--- Records for this exercise Enclosed Below ---

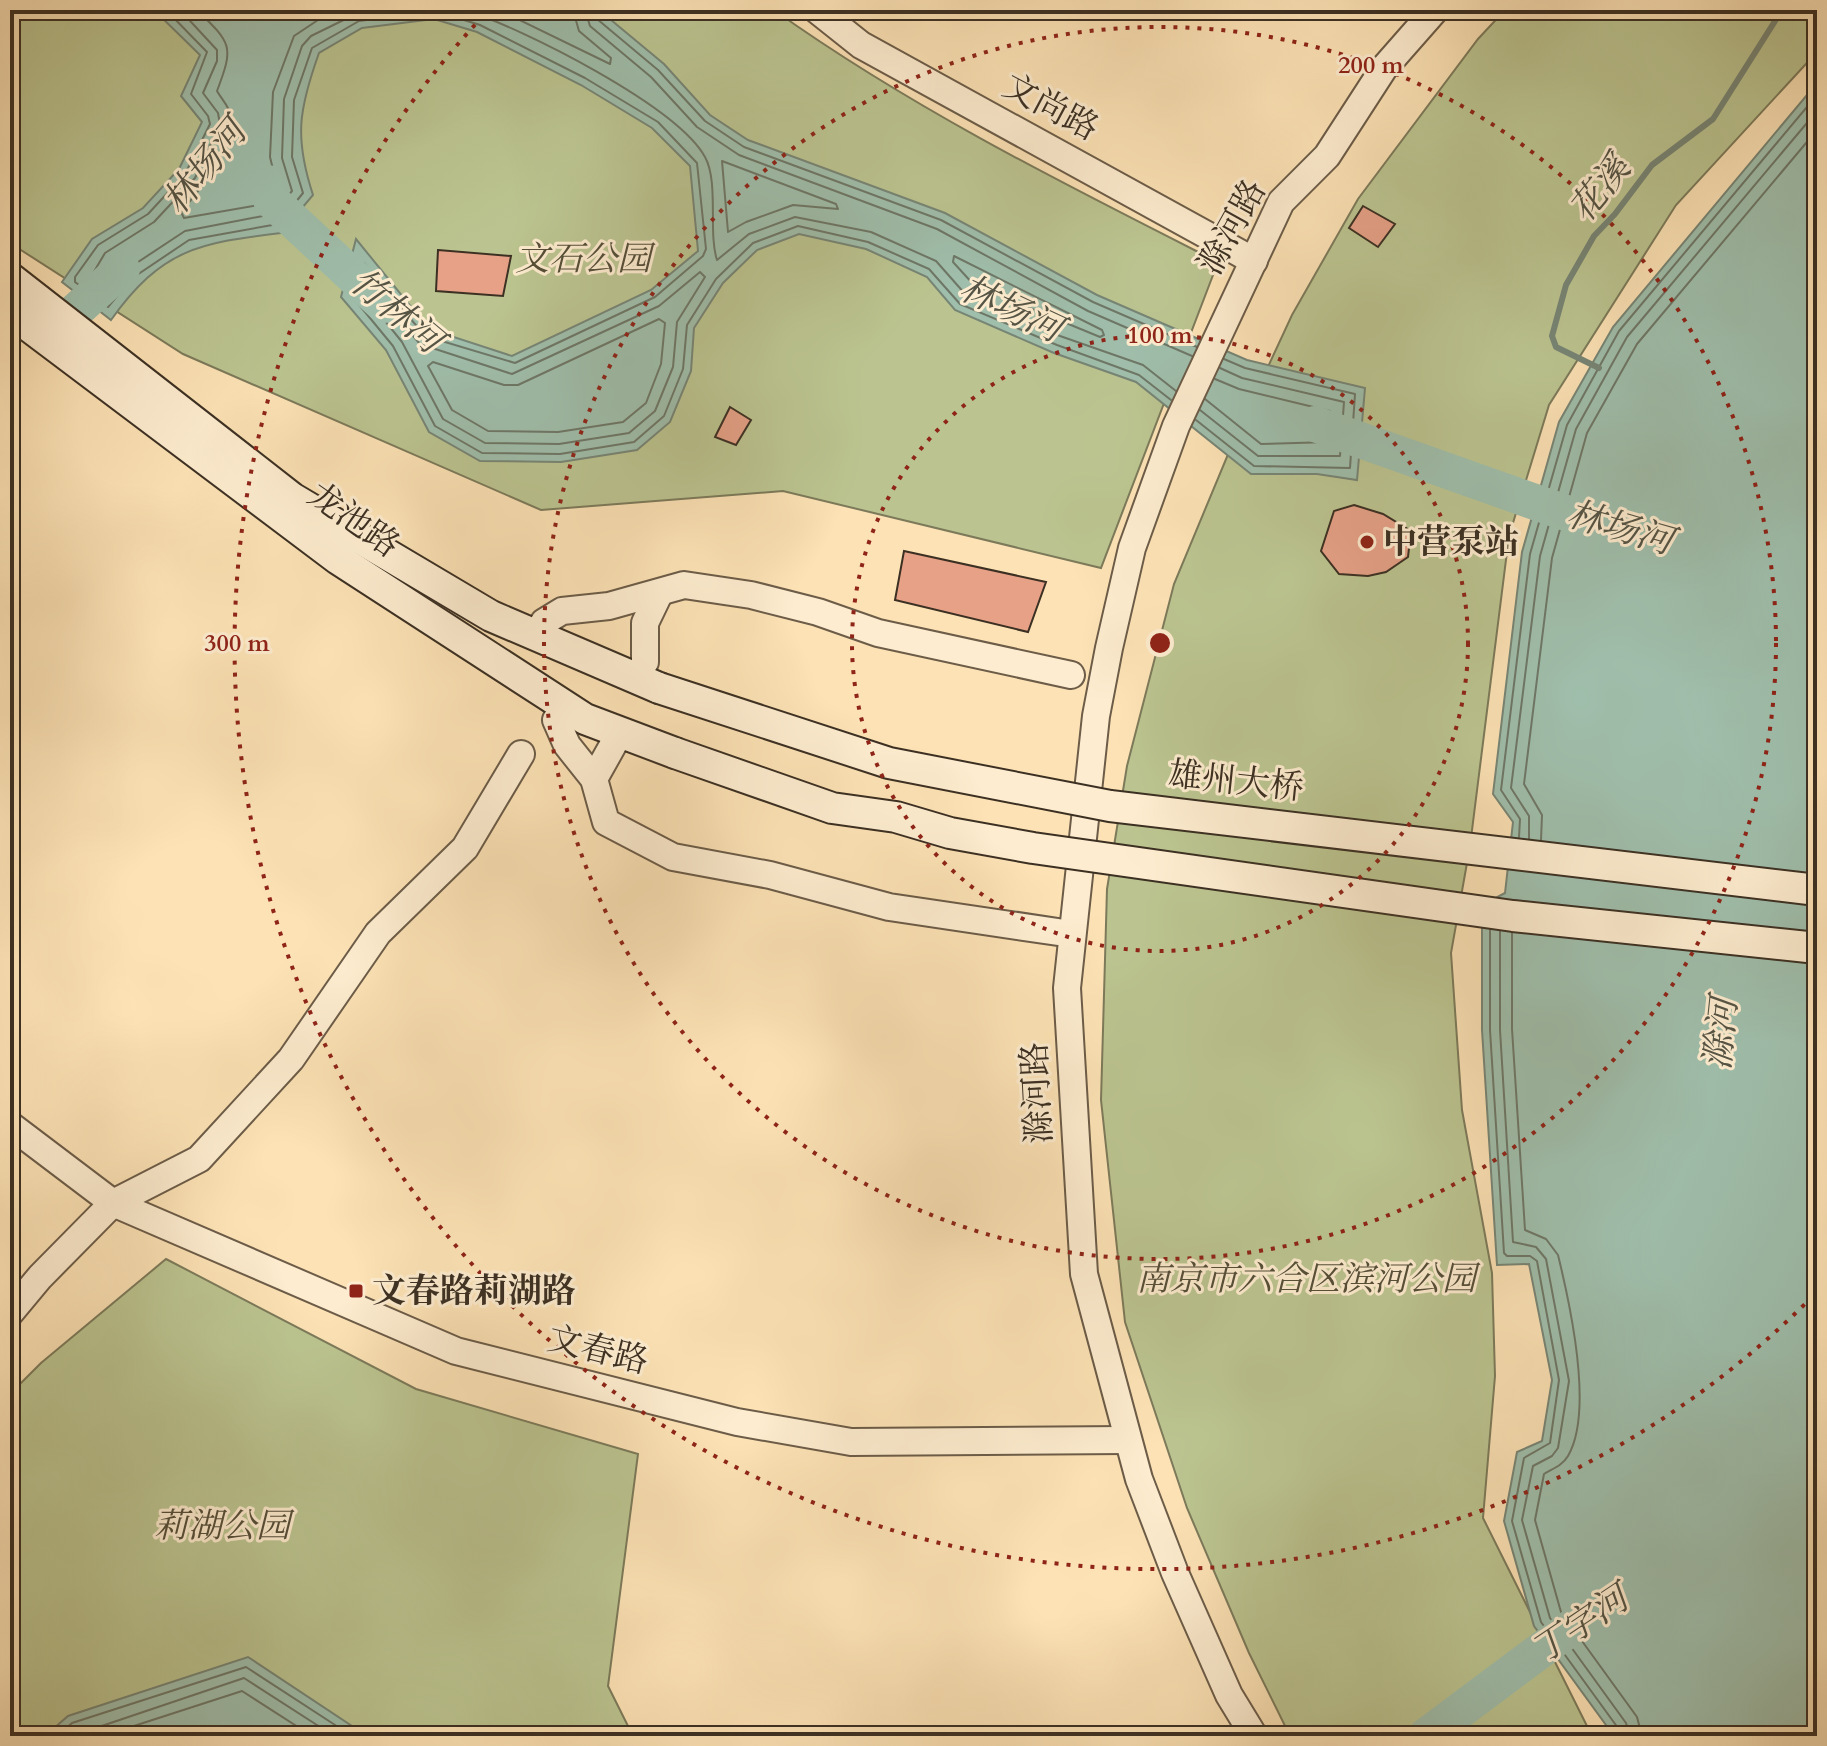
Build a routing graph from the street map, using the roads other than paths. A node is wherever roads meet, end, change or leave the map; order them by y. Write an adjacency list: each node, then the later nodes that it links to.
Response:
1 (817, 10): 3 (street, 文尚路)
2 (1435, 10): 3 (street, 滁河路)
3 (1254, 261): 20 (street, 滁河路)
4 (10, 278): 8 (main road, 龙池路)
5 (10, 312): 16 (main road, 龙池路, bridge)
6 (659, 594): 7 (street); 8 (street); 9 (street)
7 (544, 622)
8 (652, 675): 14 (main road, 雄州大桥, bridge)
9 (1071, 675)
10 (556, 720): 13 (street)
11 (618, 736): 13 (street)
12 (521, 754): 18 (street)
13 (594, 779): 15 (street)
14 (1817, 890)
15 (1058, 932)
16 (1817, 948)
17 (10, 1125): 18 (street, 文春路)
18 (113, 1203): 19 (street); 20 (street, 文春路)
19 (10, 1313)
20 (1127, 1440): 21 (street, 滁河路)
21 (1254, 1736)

--- End of Enclosed Records for this exercise ---

Goal of the exercise: What you produce should repeat the data word for word while omitting all images.

Your solution:
Build a routing graph from the street map, using the roads other than paths. A node is wherever roads meet, end, change or leave the map; order them by y. Write an adjacency list: each node, then the later nodes that it links to.
Response:
1 (817, 10): 3 (street, 文尚路)
2 (1435, 10): 3 (street, 滁河路)
3 (1254, 261): 20 (street, 滁河路)
4 (10, 278): 8 (main road, 龙池路)
5 (10, 312): 16 (main road, 龙池路, bridge)
6 (659, 594): 7 (street); 8 (street); 9 (street)
7 (544, 622)
8 (652, 675): 14 (main road, 雄州大桥, bridge)
9 (1071, 675)
10 (556, 720): 13 (street)
11 (618, 736): 13 (street)
12 (521, 754): 18 (street)
13 (594, 779): 15 (street)
14 (1817, 890)
15 (1058, 932)
16 (1817, 948)
17 (10, 1125): 18 (street, 文春路)
18 (113, 1203): 19 (street); 20 (street, 文春路)
19 (10, 1313)
20 (1127, 1440): 21 (street, 滁河路)
21 (1254, 1736)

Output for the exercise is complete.